Earnings Call Sentiment Analysis (Part I)

Predicting sentiments about future outlooks with Machine Learning in Deephaven

By Noor Malik

Every quarter, publicly-owned companies hold a conference call where they discuss their quarterly financial performance and future outlook. To investors and analysts, these calls provide valuable insight into the state of a company, which can inform their fundamental analyses and trading decisions. However, listening in on an earnings call is a time consuming process. What if the overall sentiment of an earnings call could be quickly determined in order to provide a rough idea of the company’s future outlook? In this project, I used Deephaven to explore the possibility of automating the analysis of earnings calls via a variety of Sentiment Analysis techniques.

Gathering Data

To gather training data for my sentiment analysis models, I manually scraped earnings call transcripts from the website SeekingAlpha.com.
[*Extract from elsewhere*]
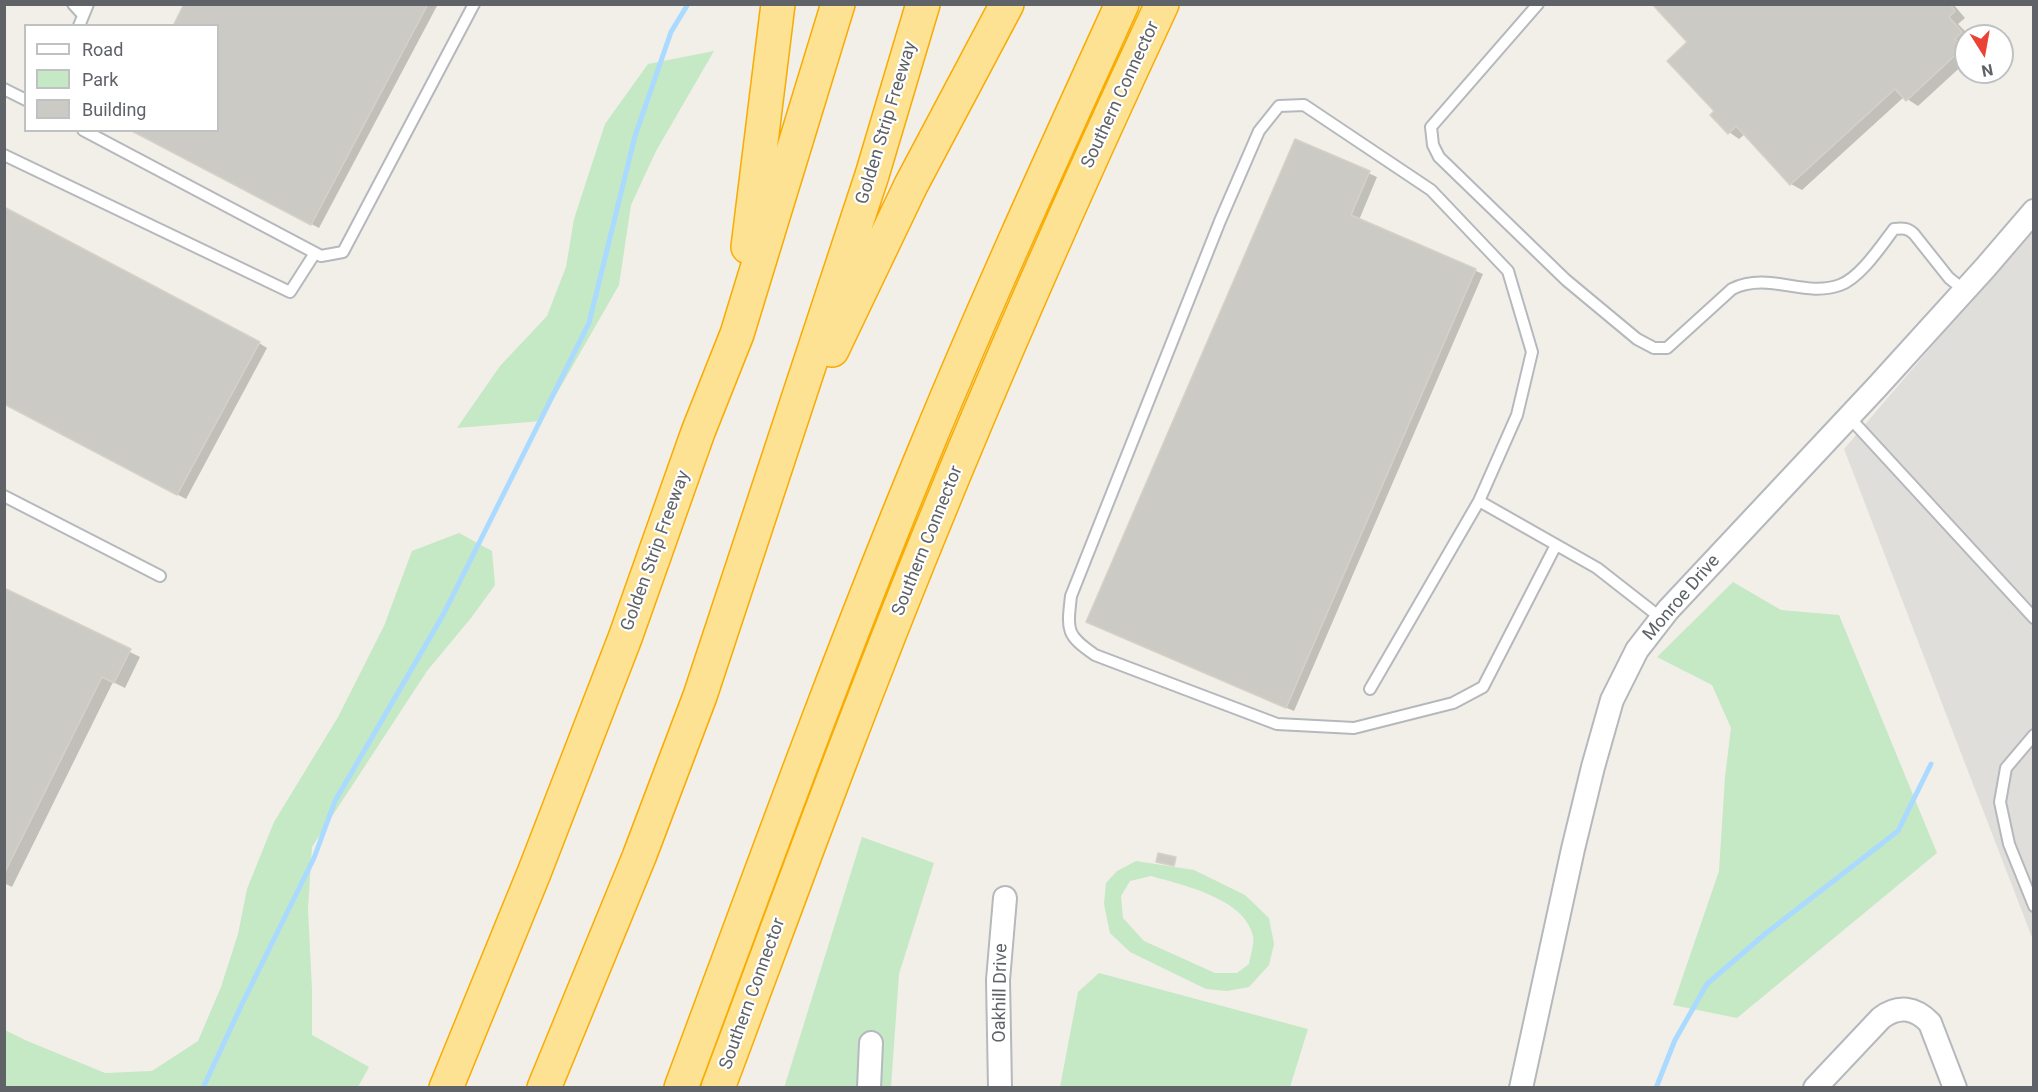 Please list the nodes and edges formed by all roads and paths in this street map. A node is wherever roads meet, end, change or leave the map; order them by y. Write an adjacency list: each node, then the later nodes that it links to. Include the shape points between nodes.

Machine learning models are typically trained on fairly large datasets, but my models would need to work with only as much data as I could manually scrape from SeekingAlpha, so I tried to find the most polarized positive and negative calls that I could in order to maximize the accuracy of my models.
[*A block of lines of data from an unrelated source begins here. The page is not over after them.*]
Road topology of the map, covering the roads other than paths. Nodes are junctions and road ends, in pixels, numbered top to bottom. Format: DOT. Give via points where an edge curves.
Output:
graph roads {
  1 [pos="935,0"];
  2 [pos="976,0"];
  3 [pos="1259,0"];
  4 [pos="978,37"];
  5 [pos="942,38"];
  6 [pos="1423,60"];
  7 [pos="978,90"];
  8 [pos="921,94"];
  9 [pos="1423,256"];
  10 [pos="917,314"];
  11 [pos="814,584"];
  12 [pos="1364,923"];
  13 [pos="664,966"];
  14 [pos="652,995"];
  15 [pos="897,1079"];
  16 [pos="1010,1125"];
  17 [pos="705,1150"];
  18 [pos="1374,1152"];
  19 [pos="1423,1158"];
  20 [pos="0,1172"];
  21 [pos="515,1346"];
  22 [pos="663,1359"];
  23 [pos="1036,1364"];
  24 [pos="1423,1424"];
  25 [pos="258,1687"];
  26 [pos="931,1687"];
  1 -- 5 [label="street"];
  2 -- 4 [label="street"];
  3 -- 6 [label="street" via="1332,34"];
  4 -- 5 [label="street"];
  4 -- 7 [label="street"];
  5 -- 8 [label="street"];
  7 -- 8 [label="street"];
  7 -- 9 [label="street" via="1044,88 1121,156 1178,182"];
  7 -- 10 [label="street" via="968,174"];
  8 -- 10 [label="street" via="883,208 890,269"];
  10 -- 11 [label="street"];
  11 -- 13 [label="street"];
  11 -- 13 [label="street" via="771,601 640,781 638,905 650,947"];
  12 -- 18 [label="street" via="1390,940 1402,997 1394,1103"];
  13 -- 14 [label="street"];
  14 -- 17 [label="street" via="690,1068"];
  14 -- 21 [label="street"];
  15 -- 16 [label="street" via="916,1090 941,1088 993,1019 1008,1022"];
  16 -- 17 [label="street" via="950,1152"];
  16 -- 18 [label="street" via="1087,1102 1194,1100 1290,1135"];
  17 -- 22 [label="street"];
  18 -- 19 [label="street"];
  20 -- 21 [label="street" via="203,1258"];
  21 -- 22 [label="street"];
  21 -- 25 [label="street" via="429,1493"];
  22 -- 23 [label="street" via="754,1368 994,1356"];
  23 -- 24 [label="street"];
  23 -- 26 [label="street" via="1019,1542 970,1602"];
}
Earnings calls have four main sections: the safe-harbor statement, the CEO’s summary of the state of the company, the CFO’s discussion of the company’s quarterly financial performance, and the Q&A session. For my analysis, I used only the CEO summary and CFO financial performance discussion sections.
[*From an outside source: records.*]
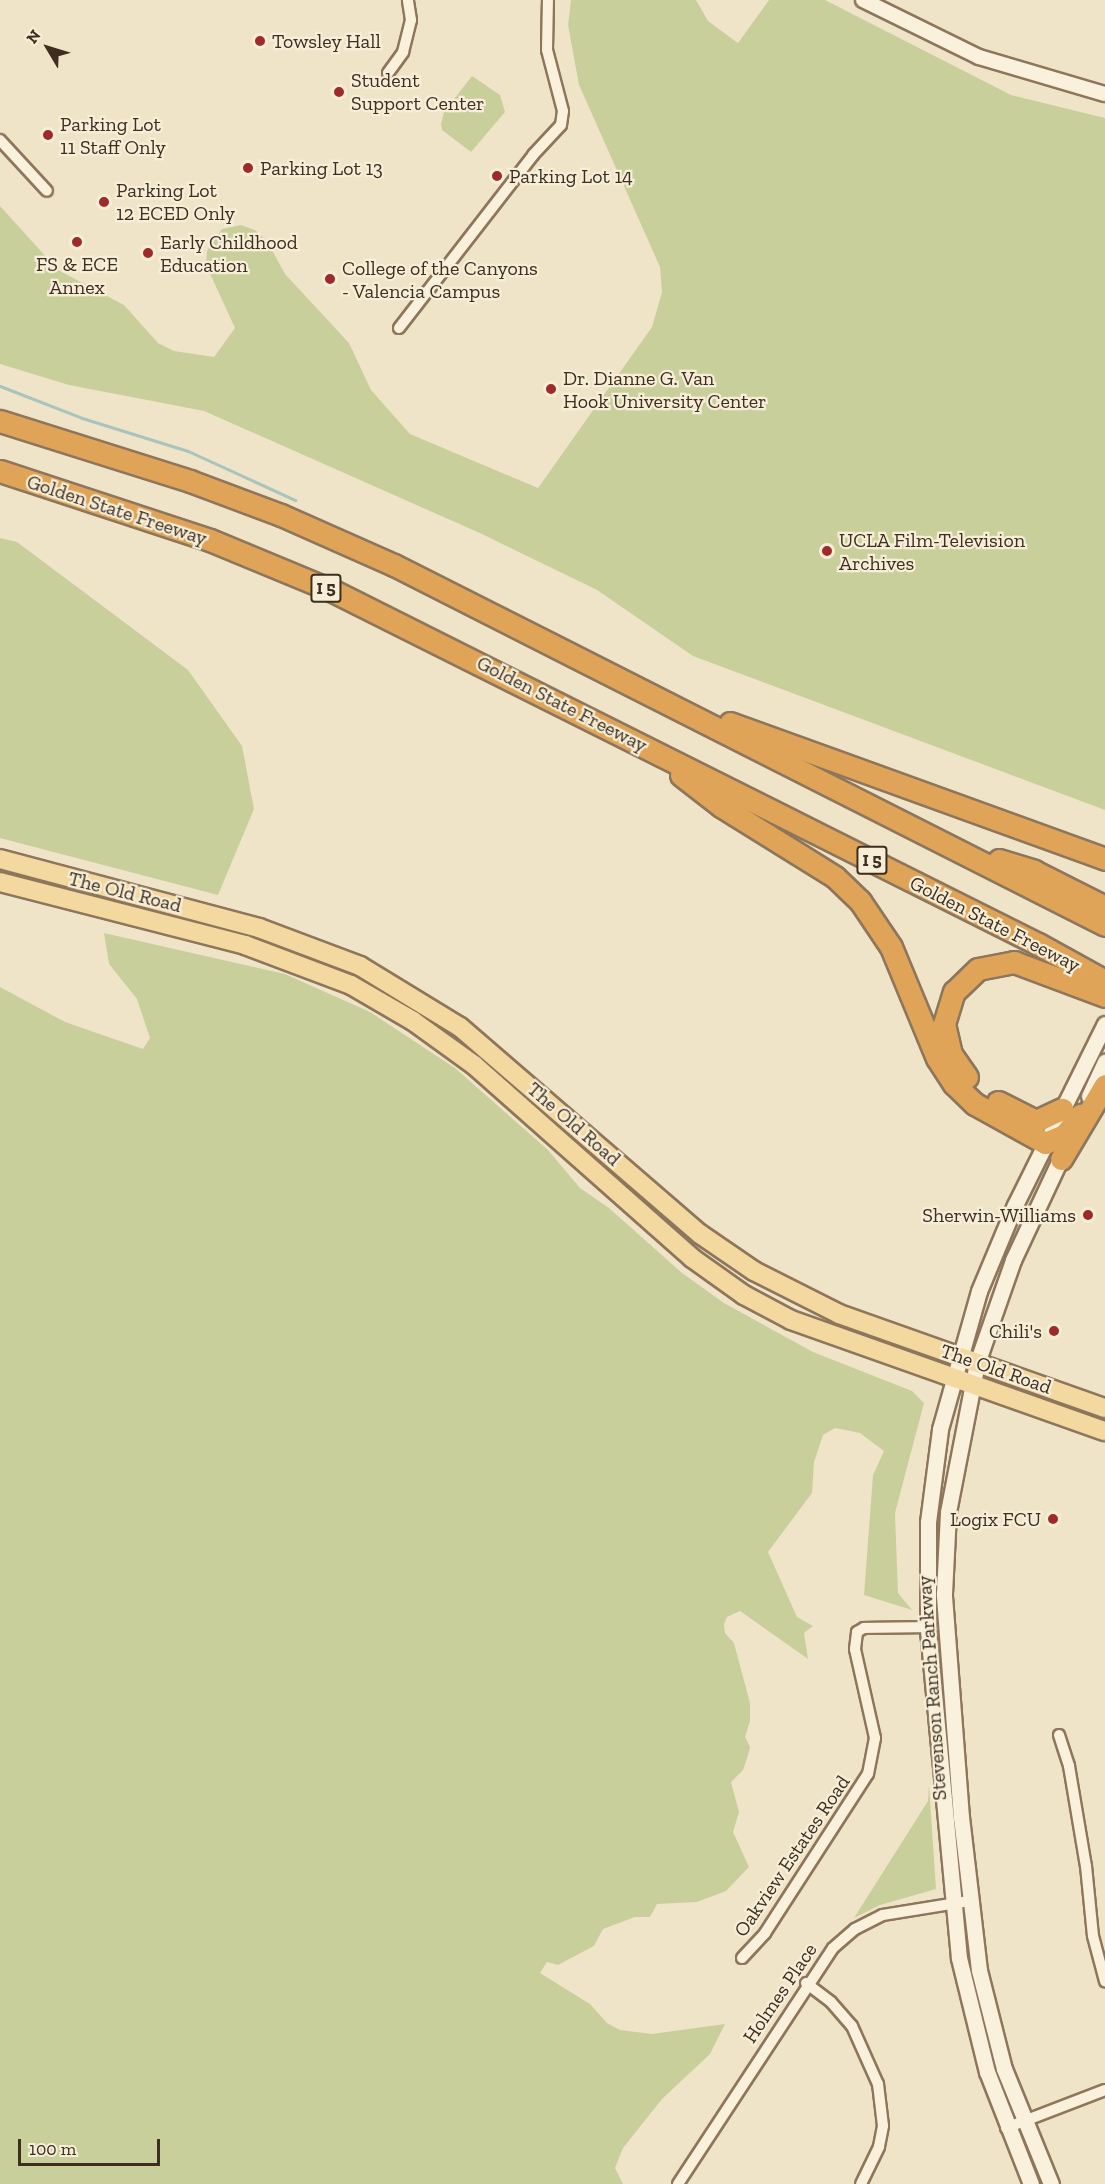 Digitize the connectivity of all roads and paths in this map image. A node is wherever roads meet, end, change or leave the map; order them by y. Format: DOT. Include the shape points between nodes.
graph roads {
  1 [pos="408,0"];
  2 [pos="548,0"];
  3 [pos="863,0"];
  4 [pos="388,73"];
  5 [pos="1105,94"];
  6 [pos="0,140"];
  7 [pos="47,191"];
  8 [pos="399,328"];
  9 [pos="0,421"];
  10 [pos="0,471"];
  11 [pos="658,699"];
  12 [pos="637,742"];
  13 [pos="931,838"];
  14 [pos="1105,859"];
  15 [pos="0,860"];
  16 [pos="0,882"];
  17 [pos="1105,907"];
  18 [pos="1105,925"];
  19 [pos="1105,981"];
  20 [pos="1105,996"];
  21 [pos="1105,1024"];
  22 [pos="1105,1062"];
  23 [pos="1105,1085"];
  24 [pos="1071,1112"];
  25 [pos="1045,1143"];
  26 [pos="1061,1159"];
  27 [pos="958,1357"];
  28 [pos="977,1363"];
  29 [pos="952,1378"];
  30 [pos="971,1384"];
  31 [pos="1105,1408"];
  32 [pos="1105,1431"];
  33 [pos="928,1627"];
  34 [pos="1059,1735"];
  35 [pos="969,1902"];
  36 [pos="951,1903"];
  37 [pos="742,1958"];
  38 [pos="1105,1981"];
  39 [pos="806,1983"];
  40 [pos="1105,2091"];
  41 [pos="1024,2121"];
  42 [pos="1006,2128"];
  43 [pos="678,2184"];
  44 [pos="861,2184"];
  45 [pos="1031,2184"];
  46 [pos="1051,2184"];
  1 -- 4 [label="street" via="411,20 403,52"];
  2 -- 8 [label="street" via="547,50 563,111 561,125 533,155"];
  3 -- 5 [label="street" via="979,57"];
  6 -- 7 [label="street"];
  9 -- 11 [label="highway, I 5" via="190,482 281,516 394,565"];
  10 -- 12 [label="highway, Golden State Freeway / I 5" via="269,564 429,637"];
  11 -- 13 [label="highway, I 5"];
  11 -- 14 [label="highway"];
  12 -- 19 [label="highway, Golden State Freeway / I 5"];
  12 -- 25 [label="highway" via="721,806 819,866 854,894 891,947 937,1058 954,1084 986,1112"];
  13 -- 17 [label="highway" via="1034,872"];
  13 -- 18 [label="highway, I 5"];
  15 -- 27 [label="main road, The Old Road" via="259,928 360,966 460,1028 727,1254 820,1305"];
  16 -- 29 [label="main road, The Old Road" via="245,945 351,985 413,1021 474,1065 718,1279 791,1320"];
  20 -- 24 [label="highway" via="1026,965 1002,962 968,975 949,1001 946,1038 958,1066 977,1088 1036,1121"];
  21 -- 24 [label="main road"];
  22 -- 24 [label="main road, Stevenson Ranch Parkway"];
  23 -- 26 [label="highway"];
  24 -- 25 [label="highway" via="1064,1135"];
  24 -- 26 [label="main road, Stevenson Ranch Parkway"];
  25 -- 27 [label="main road, Stevenson Ranch Parkway" via="1000,1238"];
  26 -- 28 [label="main road, Stevenson Ranch Parkway" via="1013,1260"];
  27 -- 28 [label="main road, The Old Road"];
  27 -- 29 [label="main road, Stevenson Ranch Parkway"];
  28 -- 30 [label="main road, Stevenson Ranch Parkway"];
  28 -- 31 [label="main road, The Old Road"];
  29 -- 30 [label="main road, The Old Road"];
  29 -- 33 [label="main road, Stevenson Ranch Parkway" via="936,1453 928,1522"];
  30 -- 32 [label="main road, The Old Road"];
  30 -- 35 [label="main road, Stevenson Ranch Parkway" via="948,1512 944,1594"];
  33 -- 36 [label="main road, Stevenson Ranch Parkway"];
  33 -- 37 [label="street, Oakview Estates Road" via="864,1628 857,1632 855,1649 875,1738 868,1774 765,1933"];
  34 -- 38 [label="street" via="1073,1788 1093,1936"];
  35 -- 36 [label="street, Holmes Place"];
  35 -- 41 [label="main road, Stevenson Ranch Parkway" via="986,2003"];
  36 -- 39 [label="street, Holmes Place" via="899,1910 868,1922 833,1948"];
  36 -- 42 [label="main road, Stevenson Ranch Parkway" via="971,2013"];
  39 -- 43 [label="street, Holmes Place"];
  39 -- 44 [label="street" via="831,2002 852,2026 878,2084 883,2126 879,2147"];
  40 -- 41 [label="street"];
  41 -- 42 [label="street"];
  41 -- 46 [label="main road, Stevenson Ranch Parkway"];
  42 -- 45 [label="main road, Stevenson Ranch Parkway"];
}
Ultimately, I scraped and classified 50 earnings calls: 25 positive and 25 negative. I stored the content, ticker, sentiment label, calendar year, and quarter for each call in a Deephaven user table for later use.

Text Preprocessing

The first step in any natural language processing task is preprocessing: removing unnecessary noise and correctly formatting the text for use by your models. Below are the preprocessing measures I took on the earnings call transcripts:

Convert all words to lowercase to avoid storing both uppercase and lowercase forms of the same word, accomplished with the lower() method in Python’s string module.
Correct spacing problems caused by paragraph breaks (e.g., “End of sentence.Start of another” converted to “End of sentence. Start of another”). Accomplished with the sub() function in the re Python regex module.
Remove all punctuation to avoid multiple representations of the same word, accomplished with functions in the text preprocessing Python module spacy.
Remove stop words (common words which should be ignored, such as “a”, “an”, and “the”). Also accomplished via spacy.
Lemmatization (removing inflection to reduce words down to their “dictionary form”). Also accomplished via spacy.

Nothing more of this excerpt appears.